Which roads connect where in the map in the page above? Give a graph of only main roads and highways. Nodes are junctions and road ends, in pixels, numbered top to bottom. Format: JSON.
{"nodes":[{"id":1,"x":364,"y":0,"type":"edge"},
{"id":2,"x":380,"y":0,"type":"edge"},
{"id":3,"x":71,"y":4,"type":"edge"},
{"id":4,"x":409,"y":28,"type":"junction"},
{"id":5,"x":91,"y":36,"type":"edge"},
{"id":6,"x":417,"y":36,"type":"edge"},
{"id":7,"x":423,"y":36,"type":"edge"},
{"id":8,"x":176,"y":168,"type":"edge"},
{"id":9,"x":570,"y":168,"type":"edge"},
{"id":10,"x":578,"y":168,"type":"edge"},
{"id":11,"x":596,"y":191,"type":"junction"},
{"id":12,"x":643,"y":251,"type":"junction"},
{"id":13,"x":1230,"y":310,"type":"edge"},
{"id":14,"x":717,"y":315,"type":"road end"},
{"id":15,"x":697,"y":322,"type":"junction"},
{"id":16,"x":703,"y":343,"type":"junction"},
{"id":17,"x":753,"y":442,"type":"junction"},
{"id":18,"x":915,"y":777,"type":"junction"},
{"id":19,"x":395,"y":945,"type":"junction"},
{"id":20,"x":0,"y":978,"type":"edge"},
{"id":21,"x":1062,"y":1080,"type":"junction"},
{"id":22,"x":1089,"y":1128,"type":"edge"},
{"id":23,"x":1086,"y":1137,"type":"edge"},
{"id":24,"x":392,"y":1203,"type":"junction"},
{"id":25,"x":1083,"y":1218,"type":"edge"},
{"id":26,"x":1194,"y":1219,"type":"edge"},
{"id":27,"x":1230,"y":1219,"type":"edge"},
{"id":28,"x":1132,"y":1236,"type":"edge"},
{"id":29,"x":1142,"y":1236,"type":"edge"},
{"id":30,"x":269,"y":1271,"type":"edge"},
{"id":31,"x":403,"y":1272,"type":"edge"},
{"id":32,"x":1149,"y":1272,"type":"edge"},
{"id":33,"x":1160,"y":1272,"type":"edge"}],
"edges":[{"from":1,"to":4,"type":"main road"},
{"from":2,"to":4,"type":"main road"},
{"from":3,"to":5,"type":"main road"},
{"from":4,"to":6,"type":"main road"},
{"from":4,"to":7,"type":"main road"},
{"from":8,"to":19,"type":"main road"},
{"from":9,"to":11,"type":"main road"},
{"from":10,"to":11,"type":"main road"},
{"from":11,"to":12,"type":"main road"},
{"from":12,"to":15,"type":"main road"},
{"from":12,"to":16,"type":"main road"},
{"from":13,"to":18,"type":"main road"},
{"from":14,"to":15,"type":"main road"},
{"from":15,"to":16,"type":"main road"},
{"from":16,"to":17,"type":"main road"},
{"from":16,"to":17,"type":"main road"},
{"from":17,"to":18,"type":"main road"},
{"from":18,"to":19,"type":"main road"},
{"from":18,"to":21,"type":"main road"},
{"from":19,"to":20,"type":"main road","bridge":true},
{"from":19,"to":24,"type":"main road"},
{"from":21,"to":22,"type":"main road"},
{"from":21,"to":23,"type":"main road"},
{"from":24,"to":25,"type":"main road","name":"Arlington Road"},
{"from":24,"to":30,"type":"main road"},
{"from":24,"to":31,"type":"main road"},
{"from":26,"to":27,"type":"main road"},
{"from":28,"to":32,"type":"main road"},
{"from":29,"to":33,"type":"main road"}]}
═══
Your task is to retype the whole listing, keeping every word exactly as it is.

Which roads connect where in the map in the page above? Give a graph of only main roads and highways. Nodes are junctions and road ends, in pixels, numbered top to bottom. Format: JSON.
{"nodes":[{"id":1,"x":364,"y":0,"type":"edge"},
{"id":2,"x":380,"y":0,"type":"edge"},
{"id":3,"x":71,"y":4,"type":"edge"},
{"id":4,"x":409,"y":28,"type":"junction"},
{"id":5,"x":91,"y":36,"type":"edge"},
{"id":6,"x":417,"y":36,"type":"edge"},
{"id":7,"x":423,"y":36,"type":"edge"},
{"id":8,"x":176,"y":168,"type":"edge"},
{"id":9,"x":570,"y":168,"type":"edge"},
{"id":10,"x":578,"y":168,"type":"edge"},
{"id":11,"x":596,"y":191,"type":"junction"},
{"id":12,"x":643,"y":251,"type":"junction"},
{"id":13,"x":1230,"y":310,"type":"edge"},
{"id":14,"x":717,"y":315,"type":"road end"},
{"id":15,"x":697,"y":322,"type":"junction"},
{"id":16,"x":703,"y":343,"type":"junction"},
{"id":17,"x":753,"y":442,"type":"junction"},
{"id":18,"x":915,"y":777,"type":"junction"},
{"id":19,"x":395,"y":945,"type":"junction"},
{"id":20,"x":0,"y":978,"type":"edge"},
{"id":21,"x":1062,"y":1080,"type":"junction"},
{"id":22,"x":1089,"y":1128,"type":"edge"},
{"id":23,"x":1086,"y":1137,"type":"edge"},
{"id":24,"x":392,"y":1203,"type":"junction"},
{"id":25,"x":1083,"y":1218,"type":"edge"},
{"id":26,"x":1194,"y":1219,"type":"edge"},
{"id":27,"x":1230,"y":1219,"type":"edge"},
{"id":28,"x":1132,"y":1236,"type":"edge"},
{"id":29,"x":1142,"y":1236,"type":"edge"},
{"id":30,"x":269,"y":1271,"type":"edge"},
{"id":31,"x":403,"y":1272,"type":"edge"},
{"id":32,"x":1149,"y":1272,"type":"edge"},
{"id":33,"x":1160,"y":1272,"type":"edge"}],
"edges":[{"from":1,"to":4,"type":"main road"},
{"from":2,"to":4,"type":"main road"},
{"from":3,"to":5,"type":"main road"},
{"from":4,"to":6,"type":"main road"},
{"from":4,"to":7,"type":"main road"},
{"from":8,"to":19,"type":"main road"},
{"from":9,"to":11,"type":"main road"},
{"from":10,"to":11,"type":"main road"},
{"from":11,"to":12,"type":"main road"},
{"from":12,"to":15,"type":"main road"},
{"from":12,"to":16,"type":"main road"},
{"from":13,"to":18,"type":"main road"},
{"from":14,"to":15,"type":"main road"},
{"from":15,"to":16,"type":"main road"},
{"from":16,"to":17,"type":"main road"},
{"from":16,"to":17,"type":"main road"},
{"from":17,"to":18,"type":"main road"},
{"from":18,"to":19,"type":"main road"},
{"from":18,"to":21,"type":"main road"},
{"from":19,"to":20,"type":"main road","bridge":true},
{"from":19,"to":24,"type":"main road"},
{"from":21,"to":22,"type":"main road"},
{"from":21,"to":23,"type":"main road"},
{"from":24,"to":25,"type":"main road","name":"Arlington Road"},
{"from":24,"to":30,"type":"main road"},
{"from":24,"to":31,"type":"main road"},
{"from":26,"to":27,"type":"main road"},
{"from":28,"to":32,"type":"main road"},
{"from":29,"to":33,"type":"main road"}]}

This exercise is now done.